13 JUNE 1981, Page 21

Propaganda

Paul Ableman

Heavy Sand Anatoli Rybakov, (Allen Lane pp. 389, £7.95) Heavy Sand is a contemporary Russian novel written not by a dissident but by an established Soviet author who has nine previous novels to his credit. It tells 'the story of a large and closely-knit Russian Jewish family from the beginning of the century to the end of the (Second World) war.' It is told in the first person by a narrator who has survived to the present day. Although he is happily-married and fulfilled in his work, his later years have been poisoned by his family's fate. When the invading Gemans reached their Ukraninian village, all the Jews were herded into a ghetto and, in various ghastly Ways, exterminated. These passages, constituting about a third of the book, are exciting and harrowing. They are no more than harrowing because the characters are idealised figures and it is hard to identify with paper saints.

Rybakov, himself a Jew, is quoted as saying: 'I wanted to show the Jews as people like any other . .' and this aspiration contains the seeds of much that is wrong with his book. A work of art is unlikely to result from the attempt to validate a proposition. Moreover, it is a false proposition. The Jews are not 'a people like any other'. Nor, for that matter, are the Russians or the English or the heathen Chinee. Each !people' thinks of itself as distinctive and certainly has objective distinctive qualities, however determined. In fact, the notion that the Jews are 'a people like any other' is at best patronising and at worst racist. It is, moreoever, disastrous from a literary point of view since it is variety, whether in individuals or nations, which is the stuff of literature.

Now, how do you show that 'the Jews are a people like any other'? By writing a novel about a bunch of hearty, amiable, patriotic Russians and calling them Jews. And to prove that they really are Jews, you send them to synagogue now and then, give them a taste for chopped liver and — that is about all. If names and a handful of superficial characteristics had been changed no reader would suspect that these resourceful and heroic peasants were Jews at all. But isn't that in itself a racist remark which endorses the idea of racial stereotypes? Perhaps, but the challenge posed by all clever propaganda, and this book basically is clever propaganda, is that it forces its critics into apparently untenable positions.

• Virtually all Mr.Rybakov's characters are examples of officially-approved Russian virtues, In a real Ukrainian `stetr one would expect to find at least a few of those Jews, not exactly inconspicuous in the twothousand years of the diaspora, who refuse to assimilate, who remain stubbornly orthodox, who are pale from study of the Law and wear distinctive garments. What of the Jews who hate Russia and yearn only to escape? What of the less amiable side of the Jewish character, the racial exclusivity which George Steiner, in his recent novel The Portage to San Cristobal of A.H., has used to enable his fictitious Hitler to claim a Jewish precedent for his own racism?

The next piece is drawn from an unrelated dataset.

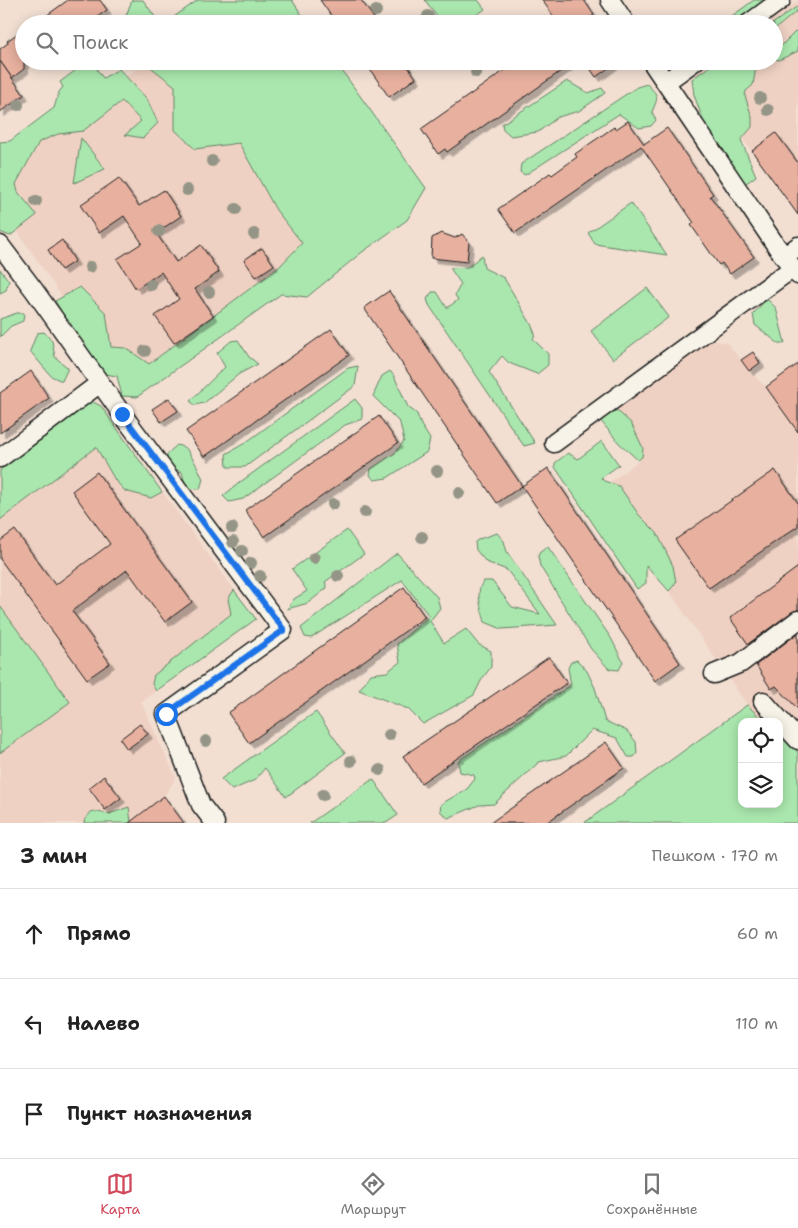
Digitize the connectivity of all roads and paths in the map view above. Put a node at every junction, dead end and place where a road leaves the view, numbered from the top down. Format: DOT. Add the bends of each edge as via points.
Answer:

And what, on the other hand, of antisemitism and pogroms? There are, indeed fleeting mentions of such disagreeable• phenomena, chiefly in the bad old Czarist days, but in red Russia, we are asked to believe, the Jews, virtually indistinguishable from their Ukrainian neighbours, are fully-integrated into a boisterous, friendly, multi-racial community. No hint that the Ukranians rivalled the Germans in antisemitism and that substantial numbers of them served in Hitler's armies. In fact this is a sinister book, and not so much because of its underlying implication that if you scratch Abie you'll find Ivan but because of the corollary. And yet Heavy Sand is probably motivated by good intentions. It may well be an attempt to diffuse a little truth by stealth. God knows, we are all aware of the superhuman courage required of a Russian author if he is to tell anything approaching the truth. His reward for so doing will be not royalties but beatings, not a comfortable life but imprisonment, not honour but, officially at least, execration or exile. The question raised by books like Mr. Rybakov's is whether any kind of literary achievement in contemporary Russia is possible without superhuman courage. Well, the book has some merit. It is well-written, in a classic Russian prose style leaning heavily on rhetorical questions to propel the narrative and it has been superbly translated by Harold Shukman. Although idealised, the characters have a certain amount of vitality and autonomy and something of the feel of life in a small community in the Southern Ukrainian pine forest emerges.

But its chief interest, for Western readers, will probably be its infinitely cautious revelations, or rather confirmations, of the iniquity of Russian society. A girl soldier is nearly arrested simply for showing scholarly interest in a leaflet dropped by the Germans. A blameless worker is arrested on a trumped-up charge. In both cases, the wrongs are soon righted. In reality, of course, as Solzhenitsyn has taught us, both innocents would probably have wound up in the Gulag hell which, needless to say, is not even mentioned.

Anatoli Rybakov is, in a small way, bearing witness to a great historical evil. But he is no Solzhenitzyn or Nadya Mandelstam and will probably continue to flourish in Russia. It is hard to imagine a true writer doing so.